08:26 AM

Student's Perseverance, Courage Lead to PFLAG Award

By Tim Meehan

Cal State San Marcos will have a contingency of students and support staff walking in July’s San Diego Pride Parade for the first time since 2019.

There will many returners representing CSUSM. A mixture of ages and cultural backgrounds will show the campus’ diversity.

One of the newcomers this year will be Ashton Lawson, a rising senior who is double majoring in sociology and women, gender and sexuality studies.

The smile has barely left their face since receiving the invitation. The excitement in their voice is palpable, a combination of nervous excitement and anticipation of a life-changing event.

Their journey to get there is one of perseverance, courage and relying on the kindness of others to walk with you through life’s most difficult challenges.


First steps

Growing up transgender in a family unit that didn’t know what that meant or entailed was confusing at its best, suffocating at its worst, and Lawson didn’t have much support at home either emotionally or academically.

School was often a struggle. Lawson’s parents talked about going to college but there were no concrete discussions or steps made to get there.

Lawson knew they weren’t heterosexual at a young age. Their gender didn’t feel right. There was nobody in their inner circle to assure them their feelings were valid, their inquiries were healthy.

“I was actually forced to come out quite a few times for different reasons,” Lawson said. “I don't like to lie, and I don't like to hide things. So when someone asks me something, I'm very transparent. And so that happened a lot growing up. I just never felt like I had a choice to just express and be within myself.”

At Mission Vista High School in Oceanside, Lawson said not that many students were out. The space that facilitates coming out comfortably didn’t exist in their mind.

They lost friends after coming out. A few stuck around but many didn’t know how to act. Their best friend didn’t become their best friend until after high school when they each came out.

Directionless and uninspired, Lawson decided to give community college a go.

Nearby Palomar College was the destination, but that challenge was nowhere near easy.

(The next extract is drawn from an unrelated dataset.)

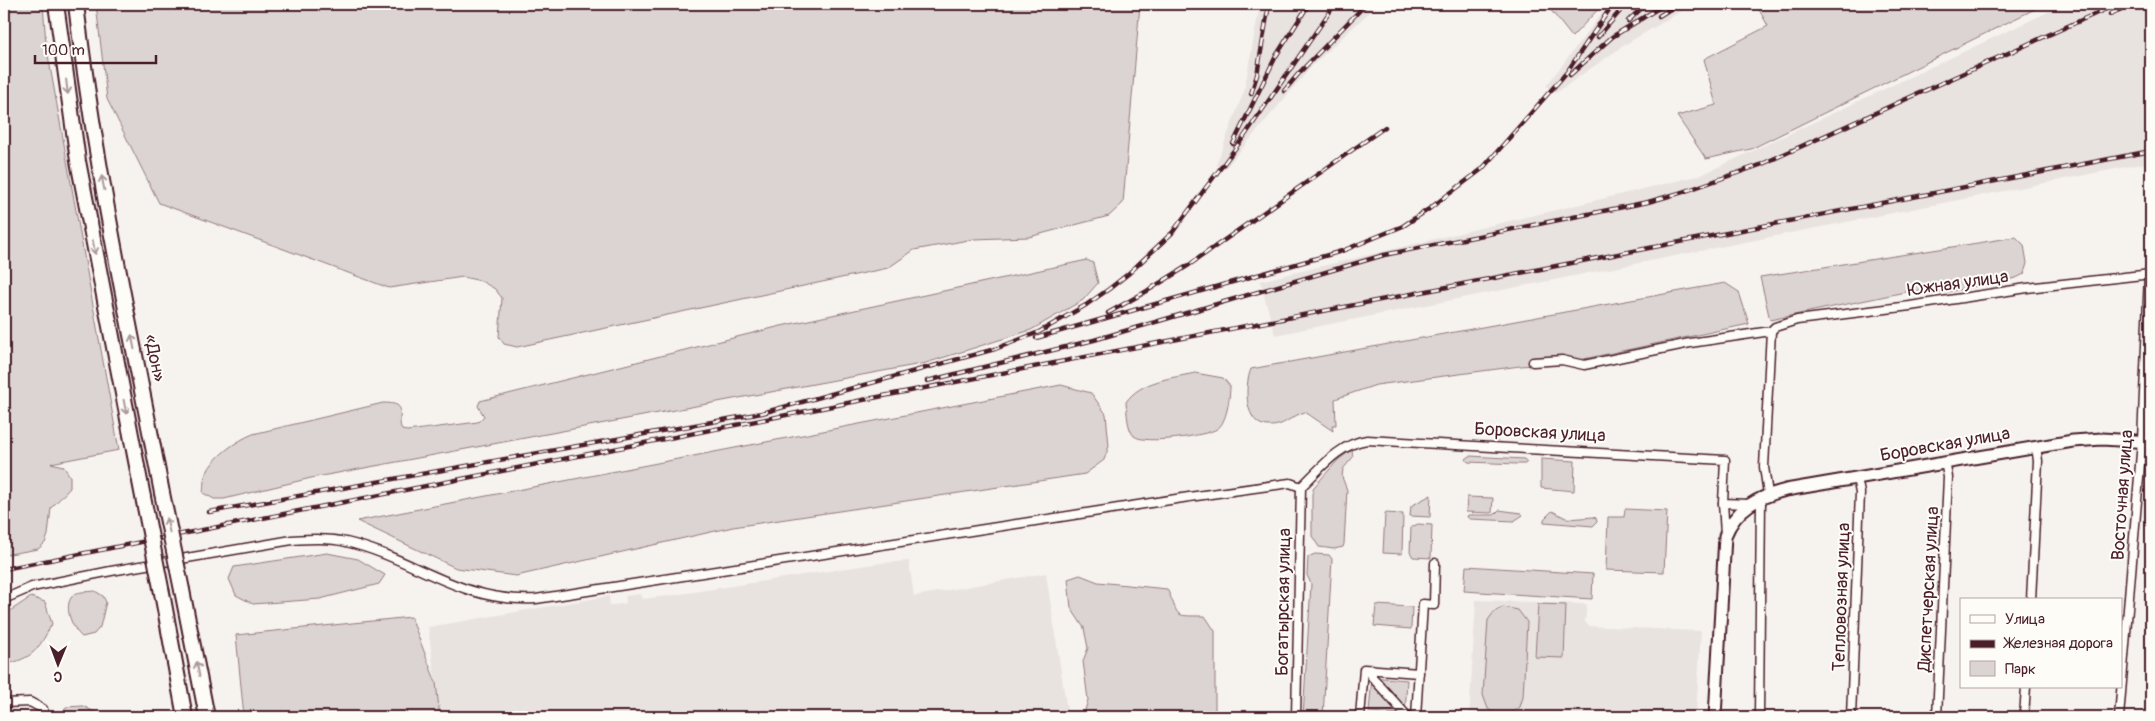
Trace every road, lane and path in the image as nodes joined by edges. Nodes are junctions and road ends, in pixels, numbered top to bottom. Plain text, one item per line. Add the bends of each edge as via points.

Failure came at nearly every turn, which included changing potential majors eight times.

In one of their final academic advising appointments, the adviser asked a simple question: What do you want to do?

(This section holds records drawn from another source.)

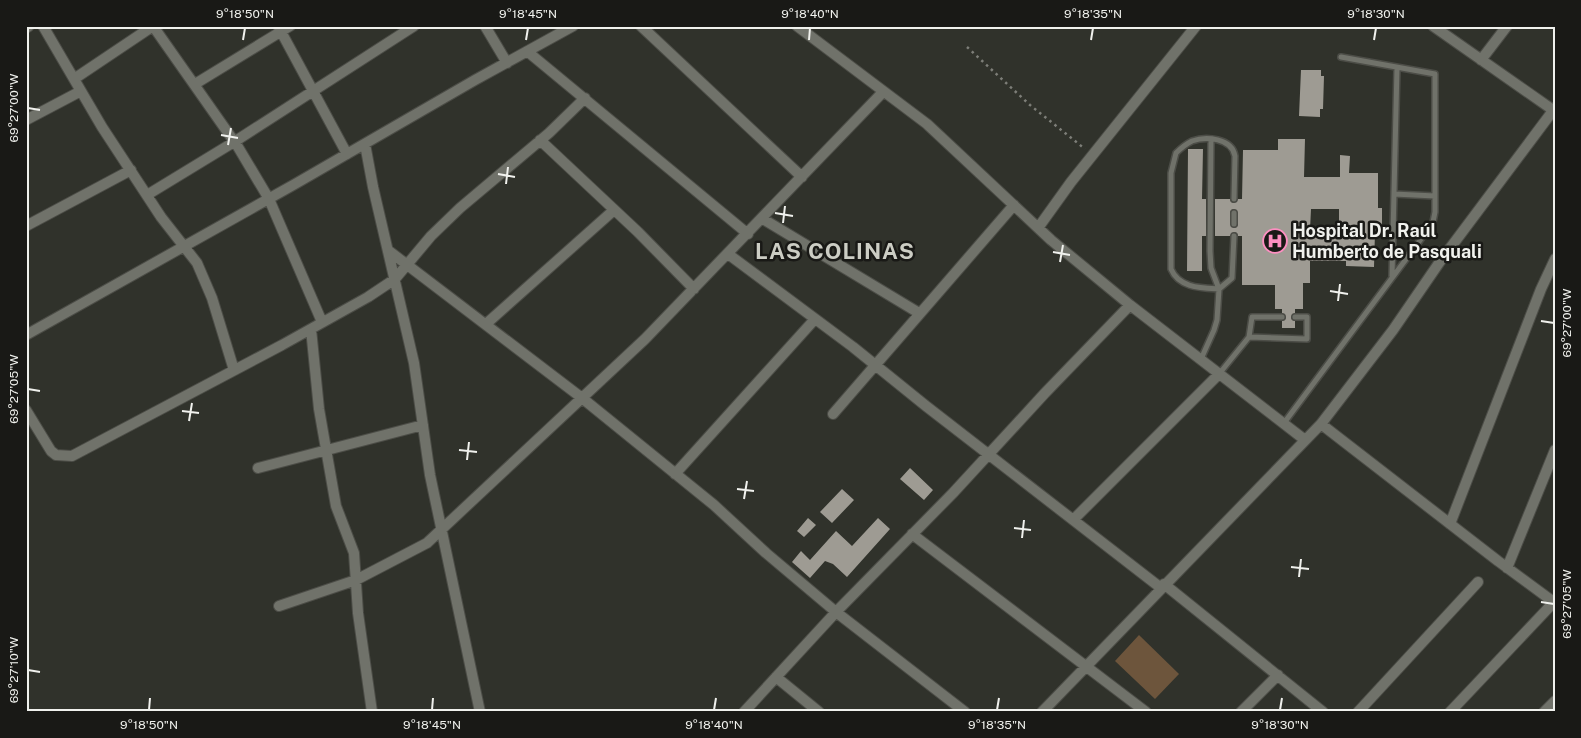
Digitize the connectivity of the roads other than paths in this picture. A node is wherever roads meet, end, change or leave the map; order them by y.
1 (42, 26) edge
2 (153, 26) edge
3 (414, 26) edge
4 (485, 26) edge
5 (573, 26) edge
6 (641, 26) edge
7 (798, 26) edge
8 (1196, 26) edge
9 (1433, 26) edge
10 (1507, 26) edge
11 (283, 28) edge
12 (528, 52) junction
13 (1341, 57) dead end
14 (1481, 60) junction
15 (507, 63) junction
16 (1397, 68) junction
17 (74, 78) junction
18 (194, 84) junction
19 (81, 91) junction
20 (314, 91) junction
21 (883, 92) junction
22 (585, 98) junction
23 (1554, 109) edge
24 (26, 120) edge
25 (540, 140) junction
26 (1211, 140) junction
27 (234, 142) junction
28 (365, 144) junction
29 (347, 154) junction
30 (131, 170) junction
31 (802, 177) junction
32 (1394, 194) junction
33 (147, 195) junction
34 (1435, 196) junction
35 (269, 199) junction
36 (1234, 199) dead end
37 (1014, 205) junction
38 (614, 210) junction
39 (1234, 212) dead end
40 (763, 218) junction
41 (1234, 224) dead end
42 (26, 226) edge
43 (1038, 228) junction
44 (748, 234) junction
45 (1234, 236) dead end
46 (185, 246) junction
47 (389, 251) junction
48 (728, 254) junction
49 (1555, 259) edge
50 (406, 264) junction
51 (1392, 276) junction
52 (395, 280) junction
53 (694, 289) junction
54 (1219, 289) junction
55 (1130, 305) junction
56 (919, 313) junction
57 (1282, 317) dead end
58 (1295, 317) dead end
59 (815, 319) junction
60 (322, 322) junction
61 (486, 324) junction
62 (311, 329) junction
63 (26, 335) edge
64 (1249, 337) junction
65 (1201, 359) junction
66 (874, 364) junction
67 (234, 370) junction
68 (1219, 374) junction
69 (582, 398) junction
70 (26, 410) edge
71 (833, 414) dead end
72 (1284, 423) junction
73 (1321, 424) junction
74 (423, 425) junction
75 (1305, 440) junction
76 (327, 450) junction
77 (1555, 450) edge
78 (988, 454) junction
79 (258, 468) dead end
80 (675, 474) junction
81 (1073, 520) junction
82 (1450, 524) junction
83 (441, 531) junction
84 (912, 534) junction
85 (1506, 568) junction
86 (356, 580) junction
87 (1478, 582) dead end
88 (1163, 586) junction
89 (1554, 602) edge
90 (279, 606) dead end
91 (836, 612) junction
92 (1086, 666) junction
93 (1278, 675) junction
94 (776, 677) junction
95 (1555, 701) edge
96 (372, 712) edge
97 (480, 712) edge
98 (744, 712) edge
99 (819, 712) edge
100 (966, 712) edge
101 (1042, 712) edge
102 (1146, 712) edge
103 (1241, 712) edge
104 (1323, 712) edge
105 (1358, 712) edge
106 (1450, 712) edge
107 (1544, 712) edge

1 - 17 street
2 - 17 street
2 - 18 street
3 - 20 street
4 - 15 street
5 - 12 street
6 - 31 street
7 - 21 street
8 - 43 street
9 - 14 street
10 - 14 street
11 - 18 street
11 - 20 street
12 - 15 street
12 - 22 street
13 - 16 lane
14 - 23 street
15 - 28 street
16 - 32 lane
16 - 34 lane
17 - 19 street
18 - 27 street
19 - 24 street
19 - 30 street
20 - 27 street
20 - 29 street
21 - 31 street
21 - 37 street
22 - 25 street
22 - 44 street
23 - 73 street
25 - 38 street
25 - 50 street
26 - 36 lane
26 - 54 lane
26 - 54 lane
27 - 33 street
27 - 35 street
28 - 29 street
28 - 47 street
29 - 35 street
30 - 33 street
30 - 42 street
31 - 40 street
32 - 34 lane
32 - 51 lane
33 - 46 street
34 - 51 lane
35 - 46 street
35 - 60 street
37 - 43 street
37 - 56 street
38 - 53 street
38 - 61 street
39 - 41 lane
40 - 44 street
40 - 56 street
43 - 55 street
44 - 48 street
45 - 54 lane
46 - 63 street
46 - 67 street
47 - 50 street
47 - 52 street
48 - 53 street
48 - 59 street
49 - 82 street
50 - 52 street
50 - 61 street
51 - 72 lane
52 - 60 street
52 - 74 street
53 - 69 street
54 - 65 lane
55 - 65 street
55 - 78 street
56 - 66 street
57 - 64 lane
58 - 64 lane
59 - 66 street
59 - 80 street
60 - 62 street
61 - 69 street
62 - 67 street
62 - 76 street
64 - 68 lane
65 - 68 street
66 - 71 street
66 - 78 street
67 - 70 street
68 - 72 street
68 - 81 street
69 - 80 street
69 - 83 street
72 - 75 street
73 - 75 street
73 - 82 street
74 - 76 street
74 - 83 street
75 - 88 street
76 - 79 street
76 - 86 street
77 - 85 street
78 - 81 street
78 - 84 street
80 - 91 street
81 - 88 street
82 - 85 street
83 - 86 street
83 - 97 street
84 - 91 street
84 - 92 street
85 - 89 street
86 - 90 street
86 - 96 street
87 - 105 street
88 - 92 street
88 - 93 street
89 - 106 street
91 - 94 street
91 - 100 street
92 - 101 street
92 - 102 street
93 - 103 street
93 - 104 street
94 - 98 street
94 - 99 street
95 - 107 street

“I was like, ‘I don't know, I kind of just want to help make the world a better place for people,’ ” Lawson said. “It was just funny because from that she suggested sociology. Being able to be exposed to this field that really does look at people and look at how society is. Sociology really does try to work to make living everywhere better for everyone in the way that they need.

“Having a motivation and dealing with all of these not-great things that I was personally dealing with, other people shouldn't have to go through that. If I have to do something, I might as well do something that's going to also help other people’s lives.”


A mentor and a safe space

When Lawson arrived at CSUSM after six years in and out of Palomar, they wanted to quit again.

It was a whole new world of responsibilities, intimidating class sizes and a social construct they were unfamiliar with.

But just when their faith in the journey was being tested, along came a place and a person. Both would change Lawson’s life forever.

Robert Aiello-Hauser is a lecturer and the director of student engagement and inclusion at the LGBTQA Pride Center. They were teaching a course titled gender and sexuality in pop culture and media in fall 2019 when a quiet transfer student tried to blend in without standing out.

Aiello-Hauser was transparent about being non-binary, the same identity as Lawson. It didn’t take more than a few personal encounters before Lawson figured this was the inspiration they had been waiting their entire life for.

A light bulb went on.

“Being in that class really opened my eyes that I can be really out and proud and advocate for other people who may not have the privilege to do that,” Lawson said.

Aiello-Hauser encouraged them to apply for a job as a peer educator and administrative assistant at the Pride Center on campus after they were already a volunteer. When the pandemic hit, they messaged Lawson all summer, keeping them in the loop about the plans to reopen.

When Lawson grew frustrated and wanted to quit the center and school, which came at the same time they stopped talking to their parents, Aiello-Hauser provided the strength when Lawson felt weak.

“Ashton is the epitome of why I do what I do,” Aiello-Hauser said. “Assisting a student on their identity journey in finding their best self and seeing them empowered is the biggest reward. And then seeing how they want to give back to the community and ensure folks have a great experience by being that role model is the biggest reward. I know it’s not easy and there have been bumps in the road, especially with COVID and taking a semester off, but they have persevered.”

Said Lawson: “I wouldn't be here now I don't think if it wasn't for Robert.”